If you check out his biography on Wikipedia it says…. Marcus Rashford MBE is an English professional footballer who plays as a forward for Premier League club Manchester United and the England national team.
However, it really only tells half the story.
In his 23 years on planet earth, Marcus has achieved far more than most top athletes have done, twice his age.
Marcus is famous worldwide for his skills both on and off the pitch.
OK we know he is a very talented footballer and plays for one of the top clubs in the World, Manchester United.
Not many 23-year-old footballers can claim to be an FA Cup winner, League Cup Winner, Man U player of the year 19/20 and in 2020 Footballer of the Year in England.
He still makes a noise on the pitch for Manchester United and is contracted until 2023 on over 10 million pounds a year too.
But before he was a Manchester United and England footballer, Marcus was just an average kid from Wythenshawe, South Manchester, and remembers his own hardships during his schools’ days, having received free school meals whilst growing up.
Not prepared to see kids go hungry and miss free school meals, using his celebrity clout, he single-handedly called on ministers to offer a guaranteed “meal a day” to all school pupils in England in financially struggling families.
The Manchester-born star drew on his own experience of childhood poverty to raise money for food charities during the Covid pandemic.
As lockdown hit and schools were temporarily closed, Rashford partnered with food distribution charity FareShare to help cover some of the free school meal deficit.
The campaign was able to cover three million meals a week to the most vulnerable across the UK, but requests soon became overwhelmed following the Government’s decision to cancel the food voucher scheme over the summer holidays.
In an open letter to the Cabinet, Marcus pleaded with the Prime Minister to reverse the decision.
‘As a family, we relied on breakfast clubs, free school meals and the kind actions of neighbours and coaches. Food banks and soup kitchens were not alien to us.”
He went on to tell MP’s, “While the eyes of the nation are on you, make the U-turn and make protecting the lives of some of our most vulnerable a top priority.”
Prime Minister, Boris Johnson extended the scheme two days later.
Then in October, Marcus launched a second petition urging the Government to again extend free school meals through the half-term and Christmas holidays, eventually pressuring ministers into providing £170 million of extra funding.
Rashford made tackling food poverty in Britain one of the key issues of the coronavirus crisis, raising huge awareness and money for the issue via the FareShare charity.
While the footballer is thought to have donated a substantial sum of his own cash to the campaign, his role in inspiring others to donate helped cement his position on the top of the Giving List.
Rashford was made an MBE in the delayed 2020 Queen’s Birthday Honours List, in recognition of his services for vulnerable children in the UK during the pandemic.

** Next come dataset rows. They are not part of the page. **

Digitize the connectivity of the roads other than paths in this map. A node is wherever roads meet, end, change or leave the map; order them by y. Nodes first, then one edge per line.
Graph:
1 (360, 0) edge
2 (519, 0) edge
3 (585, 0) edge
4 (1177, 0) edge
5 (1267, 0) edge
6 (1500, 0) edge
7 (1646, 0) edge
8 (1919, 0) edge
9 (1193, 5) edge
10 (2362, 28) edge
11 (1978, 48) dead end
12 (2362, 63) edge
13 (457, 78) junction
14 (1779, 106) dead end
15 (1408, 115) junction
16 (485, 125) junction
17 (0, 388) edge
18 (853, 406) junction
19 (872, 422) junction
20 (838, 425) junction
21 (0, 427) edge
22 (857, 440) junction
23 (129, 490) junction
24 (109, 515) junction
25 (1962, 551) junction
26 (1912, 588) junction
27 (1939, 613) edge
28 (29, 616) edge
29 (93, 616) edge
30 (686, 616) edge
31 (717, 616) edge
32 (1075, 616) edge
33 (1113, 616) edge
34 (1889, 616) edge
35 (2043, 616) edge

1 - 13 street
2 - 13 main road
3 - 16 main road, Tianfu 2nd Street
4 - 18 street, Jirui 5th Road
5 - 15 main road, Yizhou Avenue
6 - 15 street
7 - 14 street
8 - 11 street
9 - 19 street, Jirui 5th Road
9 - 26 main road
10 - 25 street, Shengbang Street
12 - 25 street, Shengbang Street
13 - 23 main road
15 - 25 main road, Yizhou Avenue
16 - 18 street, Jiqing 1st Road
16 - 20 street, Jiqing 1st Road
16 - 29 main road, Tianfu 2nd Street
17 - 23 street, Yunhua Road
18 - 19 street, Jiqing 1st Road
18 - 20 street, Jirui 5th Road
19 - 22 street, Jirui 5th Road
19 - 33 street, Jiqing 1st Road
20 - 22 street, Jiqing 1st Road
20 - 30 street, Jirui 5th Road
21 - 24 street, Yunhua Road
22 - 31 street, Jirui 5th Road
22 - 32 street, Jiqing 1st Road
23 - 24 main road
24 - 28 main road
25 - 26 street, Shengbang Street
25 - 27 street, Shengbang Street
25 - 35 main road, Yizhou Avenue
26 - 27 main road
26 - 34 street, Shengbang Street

Now Marcus is inspiring school kids to start reading as he has become a bestselling author with his book You are a Champion which has been at the top of the Children book chart for four weeks and is packed full of stories from Marcus’s own life, brilliant advice, and top tips from performance psychologist Katie Warriner. It shows you how to be the very BEST that you can be.
It shows kids how to:
– Be comfortable with who you are – you can’t be a champion until you’re happy being you!
– Dream big
– Practice like a champion
– Get out of your comfort zone and learn from your mistakes
– Navigate adversity in a positive way
– Find your team
– Use your voice and stand up for others
– Never stop learning.
It is therefore hard to think of someone else who has single handedly made such an impact across Britain in 2021.
Black History Month thanks you, Marcus Rashford MBE, on behalf of all the school kids for your dedication and continued support.